§ **Requirement**
Your reply should reproduce each entry exactly and contain no pictures.

§ **Material supplied**
== Segment start ==
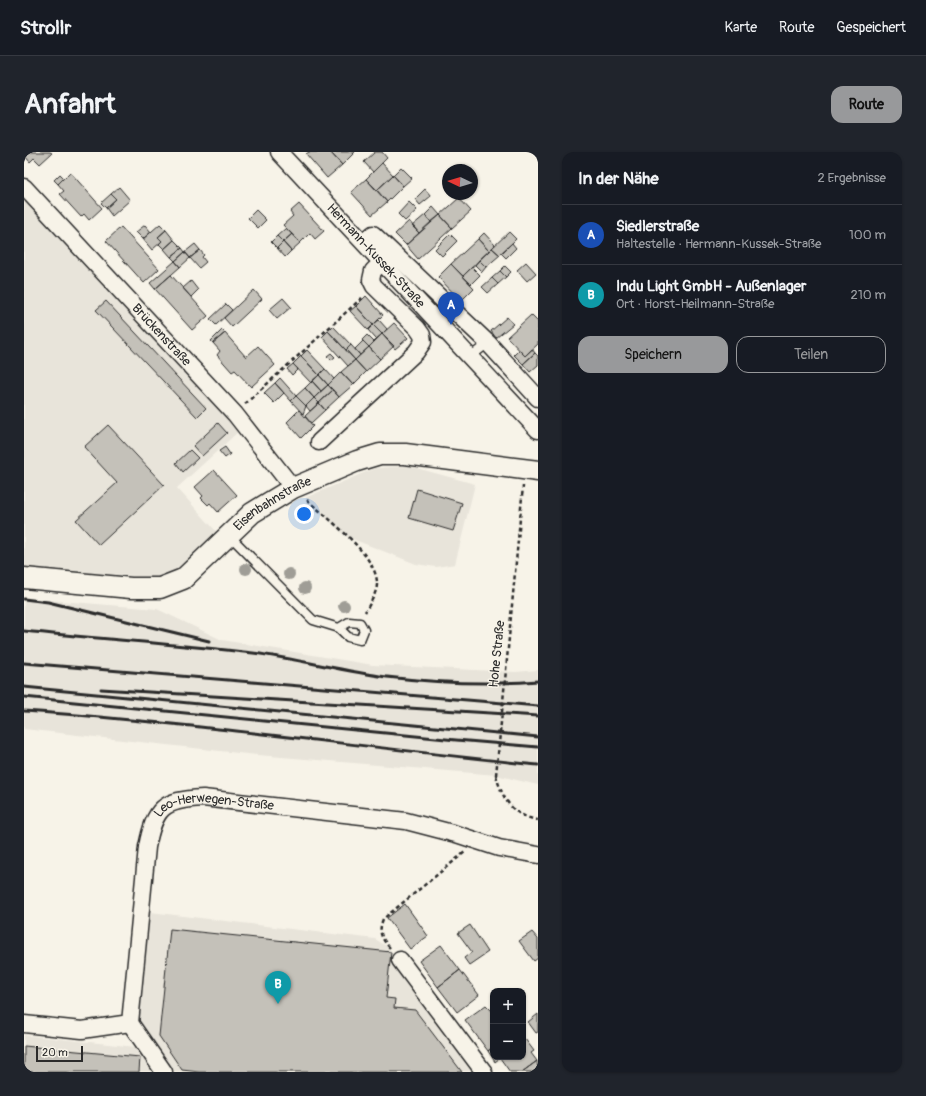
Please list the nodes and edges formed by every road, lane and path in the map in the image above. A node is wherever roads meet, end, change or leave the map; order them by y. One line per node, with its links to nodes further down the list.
1 (279, 152): 3 (street, Hermann-Kussek-Straße)
2 (24, 187): 9 (street, Brückenstraße)
3 (364, 242): 4 (street, Hermann-Kussek-Straße); 6 (street)
4 (382, 262): 5 (street); 7 (street, Hermann-Kussek-Straße)
5 (374, 286): 9 (path); 11 (street)
6 (488, 343): 7 (lane); 8 (street)
7 (470, 357): 10 (street, Hermann-Kussek-Straße)
8 (538, 398)
9 (234, 414): 13 (street, Brückenstraße)
10 (538, 430)
11 (319, 442)
12 (531, 470): 13 (street, Eisenbahnstraße); 18 (path, Hohe Straße, bridge)
13 (293, 488): 14 (street, Eisenbahnstraße); 16 (path)
14 (229, 535): 15 (street, Eisenbahnstraße); 17 (lane)
15 (24, 578)
16 (360, 623): 17 (lane); 17 (lane)
17 (339, 628)
18 (538, 820)
19 (478, 842): 20 (street, Leo-Herwegen-Straße); 21 (path); 22 (street, Leo-Herwegen-Straße)
20 (538, 855)
21 (400, 960): 25 (street)
22 (130, 1023): 23 (street); 24 (street)
23 (24, 1024)
24 (164, 1072)
25 (484, 1072)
== Segment end ==
§ **Task response**
Please list the nodes and edges formed by every road, lane and path in the map in the image above. A node is wherever roads meet, end, change or leave the map; order them by y. One line per node, with its links to nodes further down the list.
1 (279, 152): 3 (street, Hermann-Kussek-Straße)
2 (24, 187): 9 (street, Brückenstraße)
3 (364, 242): 4 (street, Hermann-Kussek-Straße); 6 (street)
4 (382, 262): 5 (street); 7 (street, Hermann-Kussek-Straße)
5 (374, 286): 9 (path); 11 (street)
6 (488, 343): 7 (lane); 8 (street)
7 (470, 357): 10 (street, Hermann-Kussek-Straße)
8 (538, 398)
9 (234, 414): 13 (street, Brückenstraße)
10 (538, 430)
11 (319, 442)
12 (531, 470): 13 (street, Eisenbahnstraße); 18 (path, Hohe Straße, bridge)
13 (293, 488): 14 (street, Eisenbahnstraße); 16 (path)
14 (229, 535): 15 (street, Eisenbahnstraße); 17 (lane)
15 (24, 578)
16 (360, 623): 17 (lane); 17 (lane)
17 (339, 628)
18 (538, 820)
19 (478, 842): 20 (street, Leo-Herwegen-Straße); 21 (path); 22 (street, Leo-Herwegen-Straße)
20 (538, 855)
21 (400, 960): 25 (street)
22 (130, 1023): 23 (street); 24 (street)
23 (24, 1024)
24 (164, 1072)
25 (484, 1072)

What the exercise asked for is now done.